While Israel suffered a humiliating defeat, a media frenzy has focused on the visit to the region by Democratic presidential candidate Barack Obama.
Since arriving in Israel on July 23, Obama has made all the statements of support that are mandatory for a leading US politician.
Obama declared his "unshakable commitment to the state of Israel" during a visit to the town of Sderot that has come under rocket fire from Gaza and hailed Israel as a "miracle" after a visit to the Yad Vashem Holocaust memorial. He also committed to a two-state solution while emphasizing the need for security for Israel.
The only change in previous US policy was Obama's stated willingness to enter "unconditional" dialogue with Iran. In a turn-around, this was also agreed to by most Israeli politicians and military figures.
In unconditional support for Israel, Obama is falling into line with US imperial foreign policy positions. Since the victory to Hamas, which won support for continued resistance to Israeli occupation, in 2006 Palestinian Authority elections in the Occupied Palestinian Territories, the US government has sought to bolster the moderate Fatah forces led by PA President Mahmoud Abbas.
Israel and the US have been backing the Fatah-controlled PA in the West Bank over the Hamas government in Gaza since 2007, when Abbas unconstitutionally dissolved the elected Hamas-led government. (Hamas have remained in control of Gaza since their troops ousted Fatah-backed warlord Muhammad Dahlan in June that year.)

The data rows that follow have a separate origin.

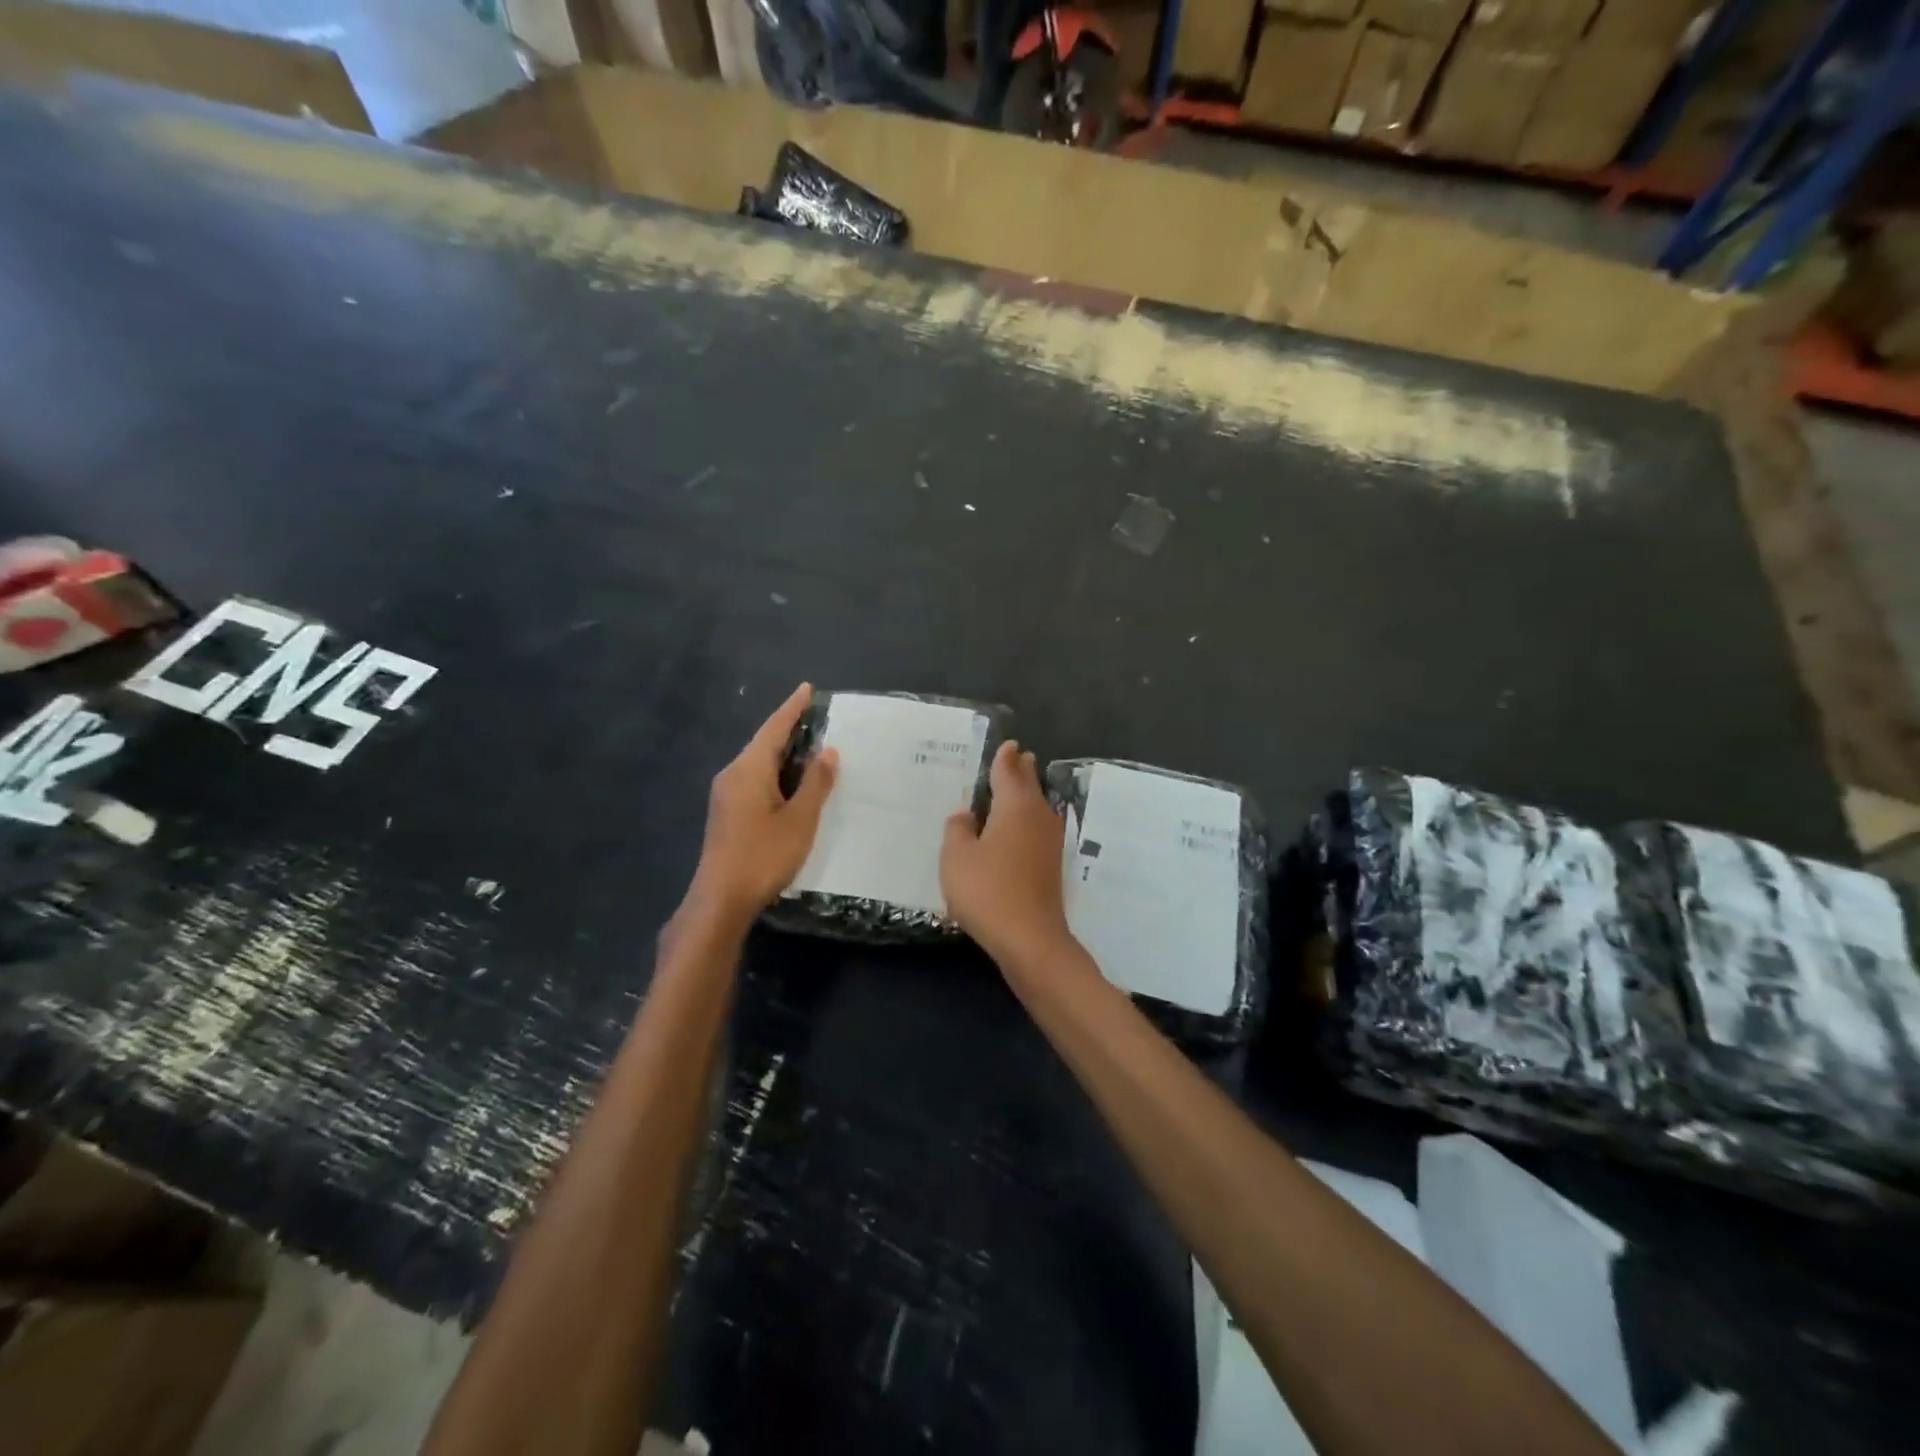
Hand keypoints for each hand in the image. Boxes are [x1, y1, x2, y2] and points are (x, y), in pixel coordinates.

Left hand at [685, 682, 837, 924]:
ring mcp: (726, 795)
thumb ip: (815, 783)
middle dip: (790, 730)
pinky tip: (792, 784)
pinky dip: (776, 774)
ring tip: (812, 750)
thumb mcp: (800, 819)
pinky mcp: (727, 813)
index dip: (792, 708)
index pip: (774, 728)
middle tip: (818, 720)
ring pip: (758, 763)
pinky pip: (754, 780)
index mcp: (749, 769)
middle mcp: (733, 775)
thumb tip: (828, 751)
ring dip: (784, 754)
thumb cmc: (763, 855)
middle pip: (764, 743)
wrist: (721, 898)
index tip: (808, 689)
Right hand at [941, 741, 1075, 965]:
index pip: (1009, 771)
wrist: (1029, 938)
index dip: (1005, 757)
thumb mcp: (957, 857)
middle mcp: (1038, 817)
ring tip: (1016, 787)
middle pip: (1029, 786)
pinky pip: (1036, 829)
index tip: (1009, 744)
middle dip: (1022, 770)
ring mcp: (1049, 842)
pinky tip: (1016, 830)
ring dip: (1026, 795)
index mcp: (1015, 806)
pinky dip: (1026, 821)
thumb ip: (958, 829)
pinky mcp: (1051, 866)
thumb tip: (965, 814)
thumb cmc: (987, 890)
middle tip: (1018, 756)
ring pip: (1037, 807)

On June 24, at a international donors conference in Berlin, US Secretary of State Condoleezza Rice urged countries to allocate uncommitted funds from their existing pledges to bolster the Fatah-controlled PA. According to a June 24 AFP report, US$242 million was committed to be handed over to the PA.

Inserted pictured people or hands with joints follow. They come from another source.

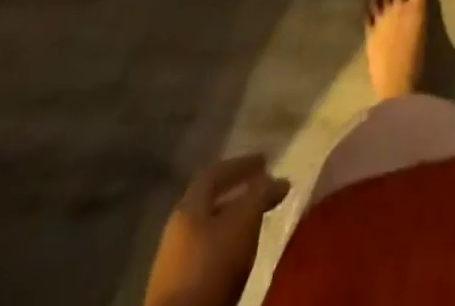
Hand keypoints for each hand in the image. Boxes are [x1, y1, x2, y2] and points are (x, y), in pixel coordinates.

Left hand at [146, 155, 290, 305]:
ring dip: (232, 224)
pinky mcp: (179, 293)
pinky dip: (226, 247)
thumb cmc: (211, 265)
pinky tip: (240, 257)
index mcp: (188, 207)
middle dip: (238, 195)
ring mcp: (174, 263)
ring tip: (256, 225)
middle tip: (263, 192)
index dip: (241, 165)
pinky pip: (207, 257)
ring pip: (208, 231)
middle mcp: (177, 230)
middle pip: (209, 202)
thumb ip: (261, 194)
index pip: (214, 173)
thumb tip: (280, 180)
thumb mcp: (243, 221)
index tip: (265, 161)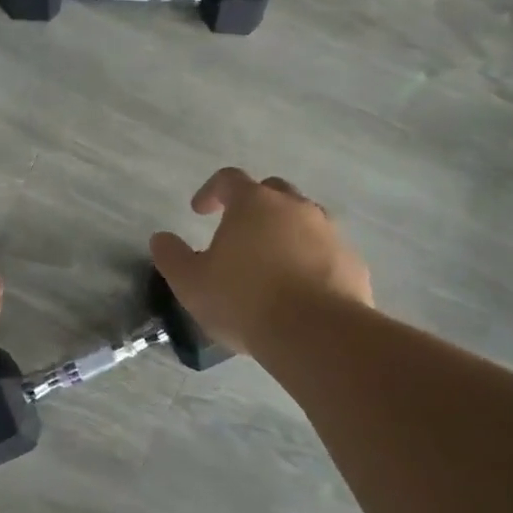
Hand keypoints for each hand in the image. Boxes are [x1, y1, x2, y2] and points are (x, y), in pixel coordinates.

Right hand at [150, 168, 372, 354]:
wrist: (316, 333)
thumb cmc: (244, 300)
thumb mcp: (191, 283)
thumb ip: (172, 257)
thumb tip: (161, 239)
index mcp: (254, 203)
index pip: (229, 179)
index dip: (211, 192)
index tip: (200, 211)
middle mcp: (295, 207)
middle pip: (273, 191)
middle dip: (254, 206)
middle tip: (239, 232)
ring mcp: (329, 232)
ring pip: (305, 220)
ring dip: (285, 233)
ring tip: (271, 265)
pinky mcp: (352, 262)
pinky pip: (326, 252)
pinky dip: (311, 261)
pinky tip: (300, 290)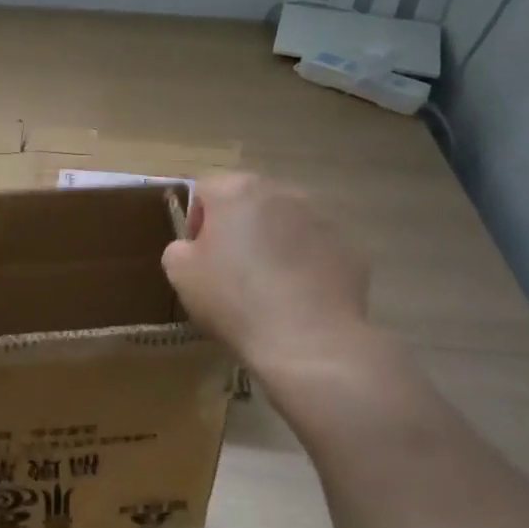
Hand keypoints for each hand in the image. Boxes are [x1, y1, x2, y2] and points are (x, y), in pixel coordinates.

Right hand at [162, 173, 371, 372]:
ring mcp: (322, 218)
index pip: (205, 188)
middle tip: (230, 268)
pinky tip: (297, 297)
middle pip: (249, 200)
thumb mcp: (180, 275)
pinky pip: (316, 249)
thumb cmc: (234, 300)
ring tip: (267, 285)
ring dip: (273, 242)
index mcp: (237, 191)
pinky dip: (304, 264)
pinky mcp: (349, 248)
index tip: (197, 252)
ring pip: (286, 222)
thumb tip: (192, 247)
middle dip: (237, 226)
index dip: (195, 218)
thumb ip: (179, 249)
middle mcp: (283, 193)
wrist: (307, 339)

According to a June 24 Jerusalem Post article, Rice is also planning to convene a trilateral meeting between Israeli foreign minister Tzipi Livni and PA chief negotiator Ahmed Qurei. The purpose of the meeting would be to produce a document tying the PA and Israel into commitments in line with the December 2007 Annapolis peace talks.

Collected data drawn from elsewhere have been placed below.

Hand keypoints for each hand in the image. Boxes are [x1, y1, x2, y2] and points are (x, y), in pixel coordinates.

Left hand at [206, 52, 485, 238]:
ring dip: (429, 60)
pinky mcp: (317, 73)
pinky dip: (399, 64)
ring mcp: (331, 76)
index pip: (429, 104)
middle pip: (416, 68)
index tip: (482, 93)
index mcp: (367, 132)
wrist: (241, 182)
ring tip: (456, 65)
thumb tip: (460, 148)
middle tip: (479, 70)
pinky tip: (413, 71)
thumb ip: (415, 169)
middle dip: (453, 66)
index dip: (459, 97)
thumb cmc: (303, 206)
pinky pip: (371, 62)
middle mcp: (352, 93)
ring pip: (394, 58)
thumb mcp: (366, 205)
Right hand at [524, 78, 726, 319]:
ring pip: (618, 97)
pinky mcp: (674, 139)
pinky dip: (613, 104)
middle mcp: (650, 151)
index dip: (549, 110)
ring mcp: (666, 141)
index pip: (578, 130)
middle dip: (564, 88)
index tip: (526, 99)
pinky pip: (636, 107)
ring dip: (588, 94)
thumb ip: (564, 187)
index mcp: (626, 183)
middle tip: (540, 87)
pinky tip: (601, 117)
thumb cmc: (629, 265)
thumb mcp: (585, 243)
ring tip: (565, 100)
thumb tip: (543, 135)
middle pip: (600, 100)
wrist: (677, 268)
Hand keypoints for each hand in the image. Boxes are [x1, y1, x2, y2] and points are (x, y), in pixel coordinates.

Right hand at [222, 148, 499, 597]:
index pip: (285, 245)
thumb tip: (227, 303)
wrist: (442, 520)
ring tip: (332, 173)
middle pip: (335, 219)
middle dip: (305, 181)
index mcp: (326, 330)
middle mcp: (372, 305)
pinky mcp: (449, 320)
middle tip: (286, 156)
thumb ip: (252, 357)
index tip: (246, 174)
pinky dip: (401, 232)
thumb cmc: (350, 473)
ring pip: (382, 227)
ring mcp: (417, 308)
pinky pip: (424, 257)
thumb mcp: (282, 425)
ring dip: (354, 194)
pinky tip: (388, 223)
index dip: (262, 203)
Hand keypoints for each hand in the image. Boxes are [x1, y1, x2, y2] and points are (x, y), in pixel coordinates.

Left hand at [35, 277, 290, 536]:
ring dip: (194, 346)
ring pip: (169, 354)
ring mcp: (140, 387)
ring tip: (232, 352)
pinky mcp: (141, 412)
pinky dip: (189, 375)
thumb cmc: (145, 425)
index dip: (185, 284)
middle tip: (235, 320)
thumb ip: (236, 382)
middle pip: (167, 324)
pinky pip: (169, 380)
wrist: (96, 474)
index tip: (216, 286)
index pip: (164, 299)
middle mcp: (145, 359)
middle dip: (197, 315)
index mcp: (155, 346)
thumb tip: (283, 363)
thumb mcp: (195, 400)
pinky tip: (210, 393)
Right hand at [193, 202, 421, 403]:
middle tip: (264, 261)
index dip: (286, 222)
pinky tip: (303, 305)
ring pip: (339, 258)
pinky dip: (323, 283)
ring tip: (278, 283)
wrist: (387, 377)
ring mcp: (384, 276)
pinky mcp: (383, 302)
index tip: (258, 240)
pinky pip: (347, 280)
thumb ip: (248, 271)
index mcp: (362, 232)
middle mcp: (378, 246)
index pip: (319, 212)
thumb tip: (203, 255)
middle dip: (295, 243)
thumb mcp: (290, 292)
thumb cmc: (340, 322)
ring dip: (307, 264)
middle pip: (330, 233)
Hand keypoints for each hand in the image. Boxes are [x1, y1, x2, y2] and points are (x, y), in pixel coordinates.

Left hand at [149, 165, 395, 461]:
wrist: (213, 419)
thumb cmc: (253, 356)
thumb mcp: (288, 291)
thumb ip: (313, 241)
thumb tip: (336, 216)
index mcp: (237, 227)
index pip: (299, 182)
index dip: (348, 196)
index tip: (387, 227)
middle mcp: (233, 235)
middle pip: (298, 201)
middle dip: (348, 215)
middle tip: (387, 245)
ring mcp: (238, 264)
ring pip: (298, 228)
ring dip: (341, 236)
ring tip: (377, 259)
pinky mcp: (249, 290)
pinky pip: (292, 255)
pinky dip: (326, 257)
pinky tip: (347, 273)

Despite the media circus very little has changed on the ground. The ceasefire between Israel and Hamas in Gaza that began on June 19 continues to hold, despite occasional strikes against civilians and targets within Gaza by the Israeli Defence Forces and some rockets fired from Gaza.
As part of negotiating the ceasefire, Israel promised to ease its blockade of Gaza, which has extended to essential supplies of fuel, food and medicines. While the flow of goods has increased slightly, Gaza still faces massive shortages of these items.
A July 23 Xinhua article reported that according to the UN Relief Works Agency operation director in Gaza, the amount of fuel reaching the population is still less than 25% of what had been allotted before the siege. "The situation in the Gaza Strip continues to deteriorate and the number of poor people continues to increase one month after a truce has been reached."
Also, Israel continues to increase the number of roadblocks and checkpoints in the West Bank and has approved the building of 20 new Israeli settlements.
However, the Lebanon prisoner exchange has encouraged Hamas, which upped it's exchange price for the release of Galid Shalit — an Israeli soldier captured in 2006 — from the release of 450 Palestinian prisoners to 1450.
However, Israel continues to demand the release of Shalit as a pre-curser to further lightening it's blockade.